The goats scatter, seeking out foliage to nibble across the rocky terrain of Ladakh, an inhospitable part of India’s Jammu and Kashmir state hard on the Himalayan mountains. Two ethnic Changpa goatherds greet a trio of outside visitors with a friendly juleh—hello in Ladakhi. Their hands busily circling Buddhist prayer beads, they listen as 38-year-old Babar Afzal asks questions, takes notes and explains the Pashmina Goat Project he established in 2012.
Indian pashmina, better known as cashmere, is a highly prized wool. It’s six times thinner than human hair and can cost several thousand dollars on the international market when turned into a single scarf. But the nomadic Changpas, most of whom are poor and illiterate, don’t see much of that money. Middlemen buy the raw pashmina wool for anything from $40 to $80 a kilogram and sell it for up to five times more. “There’s so much struggle in our lives,” says goatherd Tsering Dolma, 39, waving her rough hands at the shabby tent where her 3-year-old son roams in threadbare clothes. “Why would we want our children to continue in this trade?”
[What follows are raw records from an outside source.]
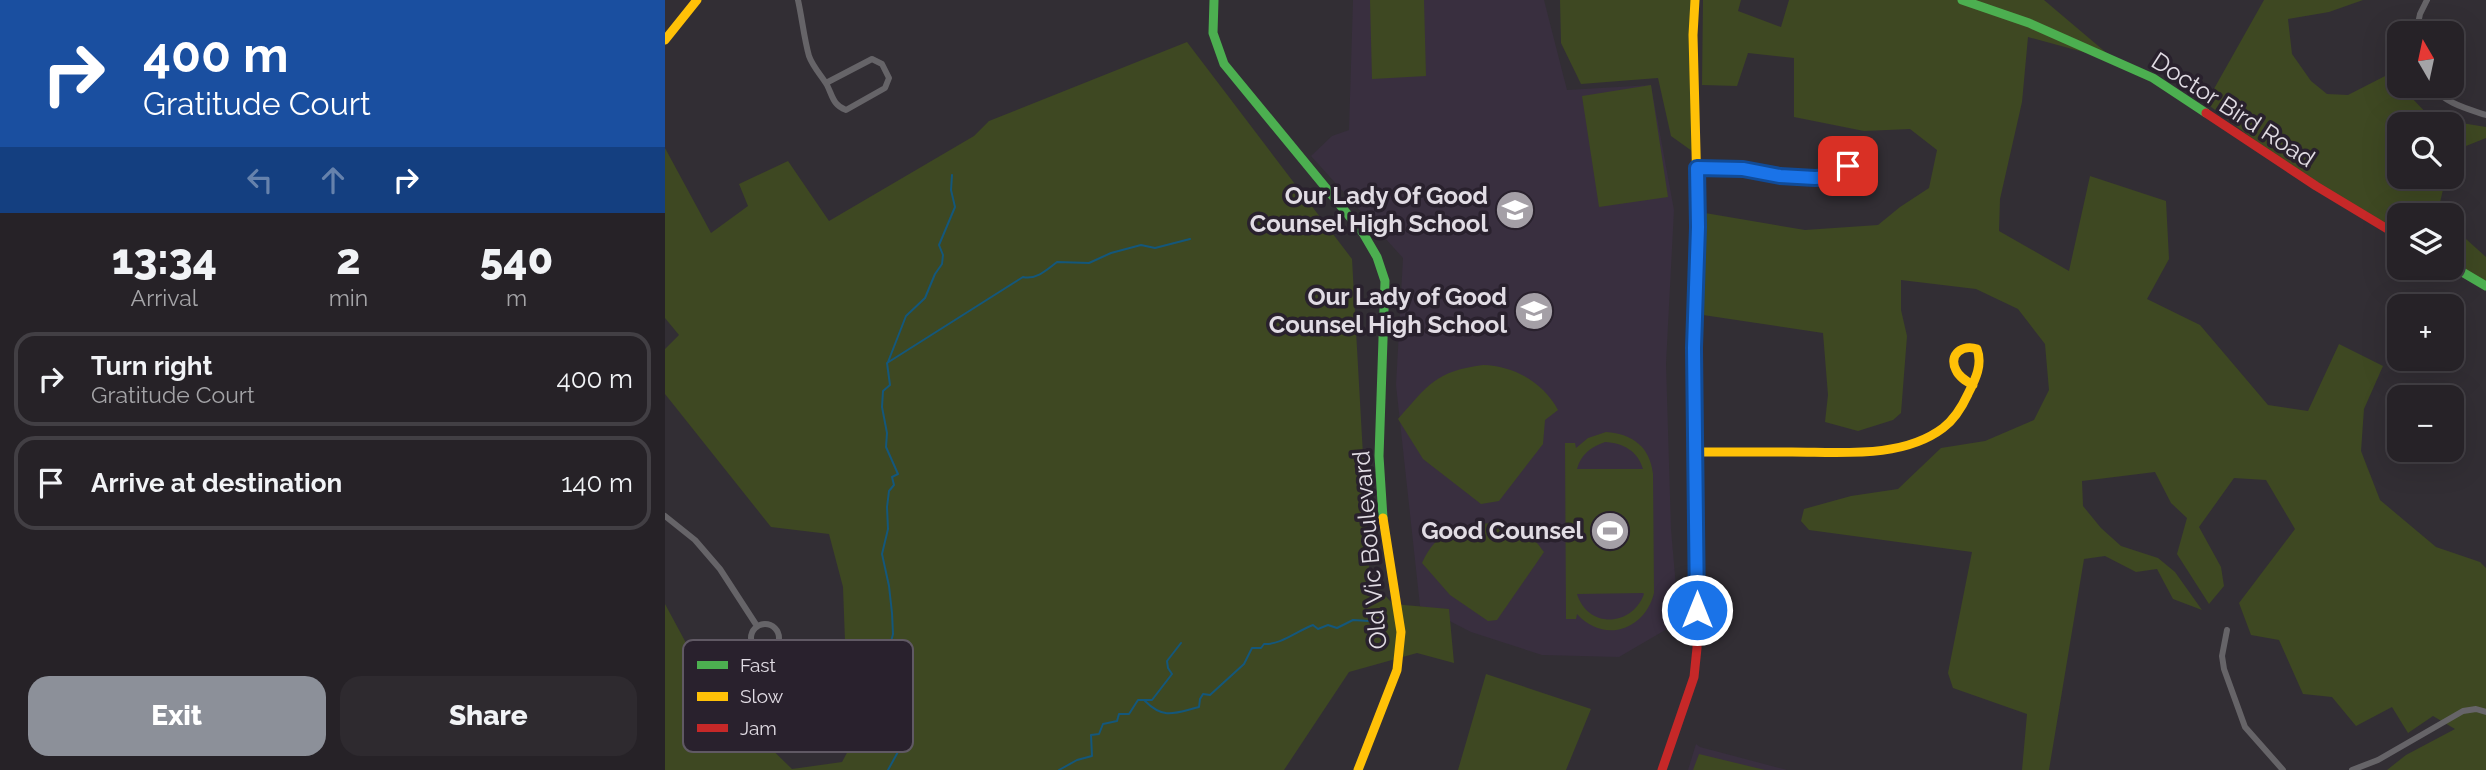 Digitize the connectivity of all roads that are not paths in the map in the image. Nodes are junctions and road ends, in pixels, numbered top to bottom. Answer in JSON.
{"nodes":[{"id":1,"x":697,"y":0,"type":"edge"},
{"id":2,"x":798,"y":0,"type":"edge"},
{"id":3,"x":1214,"y":0,"type":"edge"},
{"id":4,"x":1695,"y":0,"type":"edge"},
{"id":5,"x":1962,"y":0,"type":"edge"},
{"id":6,"x":2427,"y":0,"type":"edge"},
{"id":7,"x":2419,"y":21,"type":"edge"},
{"id":8,"x":665,"y":40,"type":"edge"},
{"id":9,"x":826,"y":83,"type":"junction"},
{"id":10,"x":2444,"y":98,"type":"edge"},
{"id":11,"x":2486,"y":115,"type":"edge"},
{"id":12,"x":1848,"y":166,"type":"dead end"},
{"id":13,"x":1697,"y":168,"type":"junction"},
{"id":14,"x":2387,"y":229,"type":"edge"},
{"id":15,"x":2464,"y":273,"type":"edge"},
{"id":16,"x":2486,"y":286,"type":"edge"},
{"id":17,"x":1973,"y":385,"type":"dead end"},
{"id":18,"x":1696,"y":452,"type":"junction"},
{"id":19,"x":665,"y":516,"type":"edge"},
{"id":20,"x":757,"y":626,"type":"junction"},
{"id":21,"x":2227,"y":630,"type":"dead end"},
{"id":22,"x":753,"y":640,"type":"edge"},
{"id":23,"x":780,"y":640,"type":"edge"},
{"id":24,"x":2486,"y":712,"type":"edge"},
{"id":25,"x":1358,"y":770,"type":"edge"},
{"id":26,"x":1663,"y":770,"type":"edge"},
{"id":27,"x":2283,"y":770,"type":"edge"},
{"id":28,"x":2352,"y":770,"type":"edge"}],
"edges":[{"from":1,"to":8,"type":"street"},
{"from":2,"to":9,"type":"street"},
{"from":3,"to":25,"type":"street","name":"Old Vic Boulevard"},
{"from":4,"to":13,"type":"street"},
{"from":5,"to":14,"type":"street","name":"Doctor Bird Road"},
{"from":6,"to":7,"type":"street"},
{"from":9,"to":9,"type":"street"},
{"from":10,"to":11,"type":"street"},
{"from":12,"to":13,"type":"street"},
{"from":13,"to":18,"type":"street"},
{"from":15,"to":16,"type":"street"},
{"from":17,"to":18,"type":"street"},
{"from":18,"to":26,"type":"street"},
{"from":19,"to":20,"type":"street"},
{"from":20,"to":22,"type":"street"},
{"from":20,"to":23,"type":"street"},
{"from":21,"to":27,"type":"street"},
{"from":24,"to":28,"type":"street"}]}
Babar believes he has the answer. His Pashmina Goat Project brings together more than 8,000 ethnic Changpa goatherds, some 1.5 million of their livestock and about 300,000 weavers into a cooperative whose aim is empowerment. The co-op educates the Changpas about the worth of their flocks, helps them negotiate better deals for their wool, and informs them about the increasingly erratic weather patterns that hurt the well-being of their goats. “The pashmina ecosystem is a storehouse of ancient culture and religious practices,” says Babar. “It’s important that this community flourish.”
The plight of the Changpas partly reflects that of Kashmir. The region, divided into Jammu and Kashmir on India’s side and Azad Kashmir on Pakistan’s, has been hotly disputed by the two countries since 1947. Besides the face-off between two bristling armies—already three wars have been fought over the territory—Jammu and Kashmir is subject to attacks by Islamic and separatist insurgents. In 1996, Babar left his birthplace of Jammu, the state’s winter capital, for New Delhi, joining thousands of other young Kashmiris desperate to escape a web of militancy and unemployment. After graduating in business management, he worked as a consultant for multinationals like McKinsey & Co. in India and overseas. But he couldn’t get Kashmir out of his mind. “I wanted to be back home,” he says. “The pull was strong.”
Since he returned to Jammu with his wife and daughter in 2008, Babar has been running restaurants and businesses promoting local food and handicrafts. He also spotlights the impact of climate change through his abstract art: paintings, mugs, even iPhone covers. “Climate change is Kashmir’s biggest problem, even worse than terrorism,” he says.
Ladakh’s goats, which grow to nearly a meter high and typically live about seven years, produce 80% of India’s pashmina. In recent years, however, supplies have dwindled as the weather changed. Ladakh’s Changtang plateau, which extends into neighboring Tibet, has long been a frosty wasteland where temperatures plunge to –30°C. Though hardy, more than 22,000 pashmina goats starved to death in 2012 because of an unusually harsh winter—more than a meter of snow fell instead of the normal 2 or 3 cm. “The horrific sight of thousands of dead goats and bewildered Changpas haunted me for months,” says Babar.
From this nadir was born the Pashmina Goat Project. Babar holds workshops to educate the goatherds about the exclusivity of pashmina and the consumer market, and how to deal with international buyers directly. They are also taught to add value by spinning the wool into fabric themselves, and will soon sell their own pashmina products through a knitwear brand called Village Pashmina. “If we asked for more money, the traders laughed at us because we had nowhere else to go,” says Sonam Dorjee, a Changpa. “Now we do.”
Babar also campaigns against pashmina that is spun by machines—as opposed to handlooms—and mixed with excessive low-quality wool. He hosts events, fashion shows and fair-trade expos countrywide to promote handspun material. The next phase will be mobile software that sends weather alerts to goatherds, so they can avoid storms and map safer migration routes. “[Babar’s] is the first voice speaking up for the poor and marginalized in the Himalayas,” says Pankaj Chandan, a regional head of WWF-India.
While Jammu and Kashmir has been largely peaceful since 2004, sporadic clashes between India and Pakistan—most recently in October—as well as occasional attacks by militants mean outside investment is virtually nonexistent. India produces only about 1% of the world’s pashmina supply—worth just $160 million a year—compared with neighboring China’s 70%. Babar hopes that by lifting their lives and livelihoods, the Changpa goatherds can also boost the region’s fortunes. “The [Changpa] community is not capable of fighting this battle on its own,” he says. Like the goats he strives to protect, Babar is tenacious to the end.